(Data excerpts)
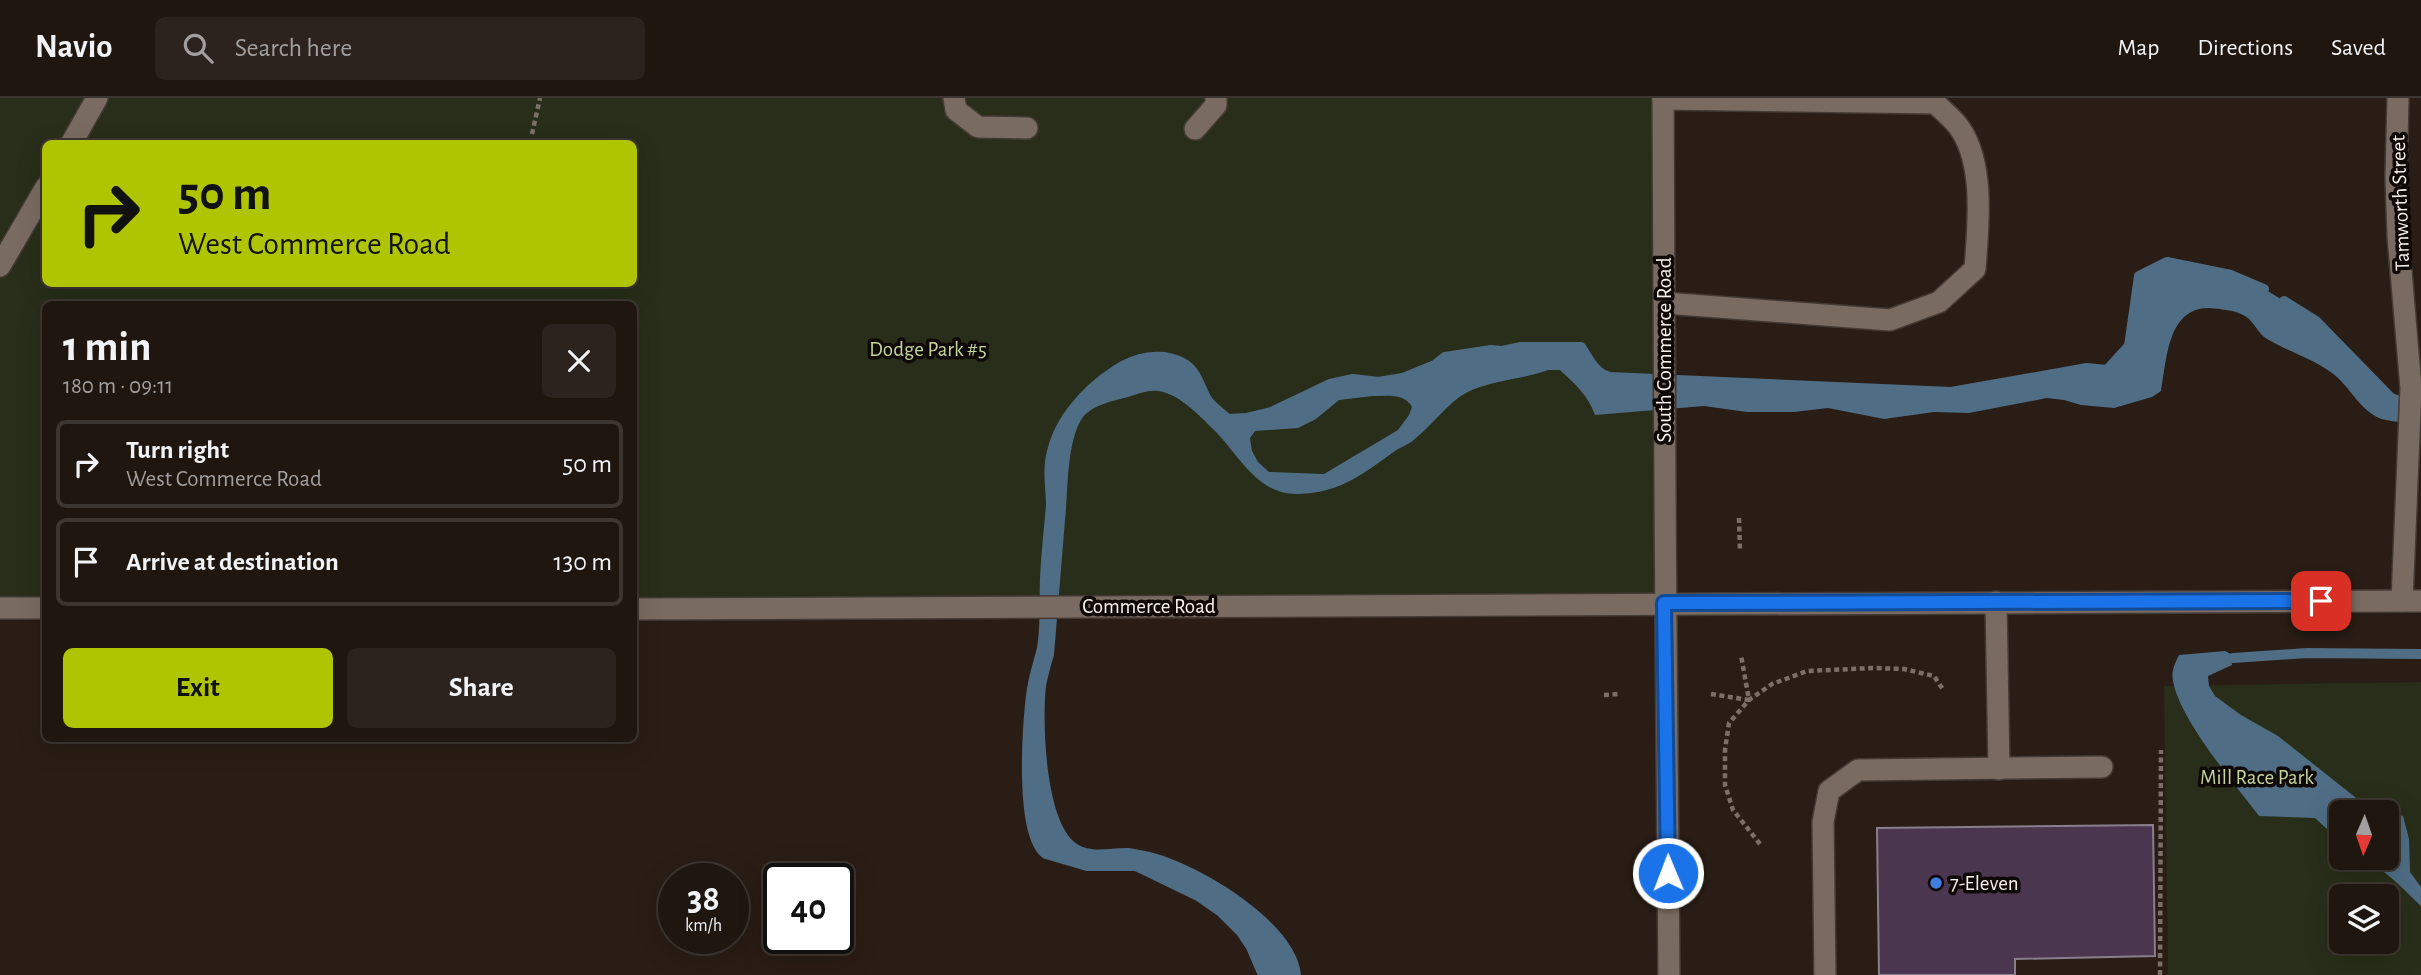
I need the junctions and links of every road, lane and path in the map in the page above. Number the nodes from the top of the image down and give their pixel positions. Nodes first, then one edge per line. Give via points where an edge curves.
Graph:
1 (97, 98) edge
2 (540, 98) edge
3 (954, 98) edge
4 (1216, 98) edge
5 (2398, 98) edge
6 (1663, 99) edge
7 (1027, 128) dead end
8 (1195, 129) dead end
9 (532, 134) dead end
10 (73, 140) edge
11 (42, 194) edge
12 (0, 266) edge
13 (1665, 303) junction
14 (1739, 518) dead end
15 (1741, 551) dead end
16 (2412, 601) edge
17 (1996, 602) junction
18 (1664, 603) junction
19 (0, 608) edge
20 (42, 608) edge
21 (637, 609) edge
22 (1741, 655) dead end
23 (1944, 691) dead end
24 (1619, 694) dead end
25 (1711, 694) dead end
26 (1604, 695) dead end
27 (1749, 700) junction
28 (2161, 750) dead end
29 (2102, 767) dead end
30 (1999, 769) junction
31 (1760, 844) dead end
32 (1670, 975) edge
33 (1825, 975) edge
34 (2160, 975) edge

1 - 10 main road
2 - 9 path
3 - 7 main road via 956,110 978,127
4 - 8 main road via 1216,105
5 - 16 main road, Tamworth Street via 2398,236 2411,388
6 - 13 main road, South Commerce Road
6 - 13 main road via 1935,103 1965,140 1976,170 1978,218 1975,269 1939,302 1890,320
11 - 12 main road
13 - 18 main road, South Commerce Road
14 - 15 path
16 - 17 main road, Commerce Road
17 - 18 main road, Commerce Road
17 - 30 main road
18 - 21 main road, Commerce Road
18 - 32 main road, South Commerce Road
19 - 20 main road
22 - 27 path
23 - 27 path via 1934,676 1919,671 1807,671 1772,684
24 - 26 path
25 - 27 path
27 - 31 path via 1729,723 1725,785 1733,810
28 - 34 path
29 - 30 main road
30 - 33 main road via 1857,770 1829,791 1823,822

TRY IT: Find the lines above that include the string "path" and copy them.

SOLUTION TO THE PROBLEM:
I need the junctions and links of every road, lane and path in the map in the page above. Number the nodes from the top of the image down and give their pixel positions. Nodes first, then one edge per line. Give via points where an edge curves.
2 - 9 path
14 - 15 path
22 - 27 path
23 - 27 path via 1934,676 1919,671 1807,671 1772,684
24 - 26 path
25 - 27 path
27 - 31 path via 1729,723 1725,785 1733,810
28 - 34 path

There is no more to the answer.